Please reproduce each of the following entries exactly.

Saved entries:
● ● ● ●
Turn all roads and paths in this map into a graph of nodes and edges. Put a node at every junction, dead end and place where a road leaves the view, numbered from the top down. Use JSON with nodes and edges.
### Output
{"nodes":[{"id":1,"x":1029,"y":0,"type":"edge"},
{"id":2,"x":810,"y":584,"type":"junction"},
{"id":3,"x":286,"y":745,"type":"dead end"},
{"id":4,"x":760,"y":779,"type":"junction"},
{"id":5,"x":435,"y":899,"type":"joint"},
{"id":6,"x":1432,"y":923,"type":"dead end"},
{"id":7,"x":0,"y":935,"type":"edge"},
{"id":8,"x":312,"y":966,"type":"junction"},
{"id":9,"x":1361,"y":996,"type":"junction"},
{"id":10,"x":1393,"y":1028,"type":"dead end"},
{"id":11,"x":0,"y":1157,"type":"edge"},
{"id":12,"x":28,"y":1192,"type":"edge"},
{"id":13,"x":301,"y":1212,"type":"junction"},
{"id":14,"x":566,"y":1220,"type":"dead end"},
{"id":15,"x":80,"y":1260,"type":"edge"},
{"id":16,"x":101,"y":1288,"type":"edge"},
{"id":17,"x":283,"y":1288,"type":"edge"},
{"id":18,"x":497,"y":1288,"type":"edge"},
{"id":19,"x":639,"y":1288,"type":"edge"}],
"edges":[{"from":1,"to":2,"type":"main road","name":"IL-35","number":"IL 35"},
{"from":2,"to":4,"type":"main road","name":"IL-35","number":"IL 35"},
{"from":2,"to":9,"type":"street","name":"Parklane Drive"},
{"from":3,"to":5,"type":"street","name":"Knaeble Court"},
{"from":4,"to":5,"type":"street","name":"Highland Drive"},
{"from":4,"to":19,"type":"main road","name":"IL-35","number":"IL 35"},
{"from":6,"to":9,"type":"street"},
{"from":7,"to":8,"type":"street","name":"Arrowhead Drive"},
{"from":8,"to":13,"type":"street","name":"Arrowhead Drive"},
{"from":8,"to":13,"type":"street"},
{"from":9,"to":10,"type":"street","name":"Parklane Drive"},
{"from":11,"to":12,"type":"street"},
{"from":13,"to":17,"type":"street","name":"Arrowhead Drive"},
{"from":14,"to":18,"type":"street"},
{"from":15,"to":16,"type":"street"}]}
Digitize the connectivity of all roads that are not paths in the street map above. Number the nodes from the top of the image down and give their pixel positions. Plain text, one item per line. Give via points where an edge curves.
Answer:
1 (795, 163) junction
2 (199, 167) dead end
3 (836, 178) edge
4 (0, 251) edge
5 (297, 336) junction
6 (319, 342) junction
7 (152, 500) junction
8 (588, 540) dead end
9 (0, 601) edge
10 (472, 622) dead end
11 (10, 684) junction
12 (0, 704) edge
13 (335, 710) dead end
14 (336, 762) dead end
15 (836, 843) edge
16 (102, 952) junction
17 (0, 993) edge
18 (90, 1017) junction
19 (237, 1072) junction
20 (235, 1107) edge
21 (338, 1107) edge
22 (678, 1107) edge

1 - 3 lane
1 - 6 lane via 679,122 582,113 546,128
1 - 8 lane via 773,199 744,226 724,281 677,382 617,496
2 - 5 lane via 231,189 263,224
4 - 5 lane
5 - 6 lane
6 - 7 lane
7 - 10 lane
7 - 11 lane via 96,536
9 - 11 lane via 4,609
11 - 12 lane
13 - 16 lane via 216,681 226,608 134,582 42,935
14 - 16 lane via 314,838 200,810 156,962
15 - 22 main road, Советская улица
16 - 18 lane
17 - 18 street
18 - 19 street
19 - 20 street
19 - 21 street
● ● ● ●
ANSWER BOX:
Turn all roads and paths in this map into a graph of nodes and edges. Put a node at every junction, dead end and place where a road leaves the view, numbered from the top down. Use JSON with nodes and edges.
### Output
{"nodes":[{"id":1,"x":1029,"y":0,"type":"edge"},
{"id":2,"x":810,"y":584,"type":"junction"},
{"id":3,"x":286,"y":745,"type":"dead end"},
{"id":4,"x":760,"y":779,"type":"junction"},
{"id":5,"x":435,"y":899,"type":"joint"},
{"id":6,"x":1432,"y":923,"type":"dead end"},
{"id":7,"x":0,"y":935,"type":"edge"},
{"id":8,"x":312,"y":966,"type":"junction"},
{"id":9,"x":1361,"y":996,"type":"junction"},
{"id":10,"x":1393,"y":1028,"type":"dead end"},
{"id":11,"x":0,"y":1157,"type":"edge"},
{"id":12,"x":28,"y":1192,"type":"edge"},
{"id":13,"x":301,"y":1212,"type":"junction"},
{"id":14,"x":566,"y":1220,"type":"dead end"},
{"id":15,"x":80,"y":1260,"type":"edge"},
{"id":16,"x":101,"y":1288,"type":"edge"},
{"id":17,"x":283,"y":1288,"type":"edge"},
{"id":18,"x":497,"y":1288,"type":"edge"},
{"id":19,"x":639,"y":1288,"type":"edge"}],
"edges":[{"from":1,"to":2,"type":"main road","name":"IL-35","number":"IL 35"},
{"from":2,"to":4,"type":"main road","name":"IL-35","number":"IL 35"},
{"from":2,"to":9,"type":"street","name":"Parklane Drive"},
{"from":3,"to":5,"type":"street","name":"Knaeble Court"},
{"from":4,"to":5,"type":"street","name":"Highland Drive"},
{"from":4,"to":19,"type":"main road","name":"IL-35","number":"IL 35"},
{"from":6,"to":9,"type":"street"},
{"from":7,"to":8,"type":"street","name":"Arrowhead Drive"},
{"from":8,"to":13,"type":"street","name":"Arrowhead Drive"},
{"from":8,"to":13,"type":"street"},
{"from":9,"to":10,"type":"street","name":"Parklane Drive"},
{"from":11,"to":12,"type":"street"},
{"from":13,"to":17,"type":"street","name":"Arrowhead Drive"},
{"from":14,"to":18,"type":"street"},
{"from":15,"to":16,"type":"street"}]}
Digitize the connectivity of all roads that are not paths in the street map above. Number the nodes from the top of the image down and give their pixel positions. Plain text, one item per line. Give via points where an edge curves.
Answer:
1 (795, 163) junction
2 (199, 167) dead end
3 (836, 178) edge
4 (0, 251) edge
5 (297, 336) junction
6 (319, 342) junction
7 (152, 500) junction
8 (588, 540) dead end
9 (0, 601) edge
10 (472, 622) dead end
11 (10, 684) junction
12 (0, 704) edge
13 (335, 710) dead end
14 (336, 762) dead end
15 (836, 843) edge
16 (102, 952) junction
17 (0, 993) edge
18 (90, 1017) junction
19 (237, 1072) junction
20 (235, 1107) edge
21 (338, 1107) edge
22 (678, 1107) edge

1 - 3 lane
1 - 6 lane via 679,122 582,113 546,128
1 - 8 lane via 773,199 744,226 724,281 677,382 617,496
2 - 5 lane via 231,189 263,224
4 - 5 lane
5 - 6 lane
6 - 7 lane
7 - 10 lane
7 - 11 lane via 96,536
9 - 11 lane via 4,609
11 - 12 lane
13 - 16 lane via 216,681 226,608 134,582 42,935
14 - 16 lane via 314,838 200,810 156,962
15 - 22 main road, Советская улица
16 - 18 lane
17 - 18 street
18 - 19 street
19 - 20 street
19 - 21 street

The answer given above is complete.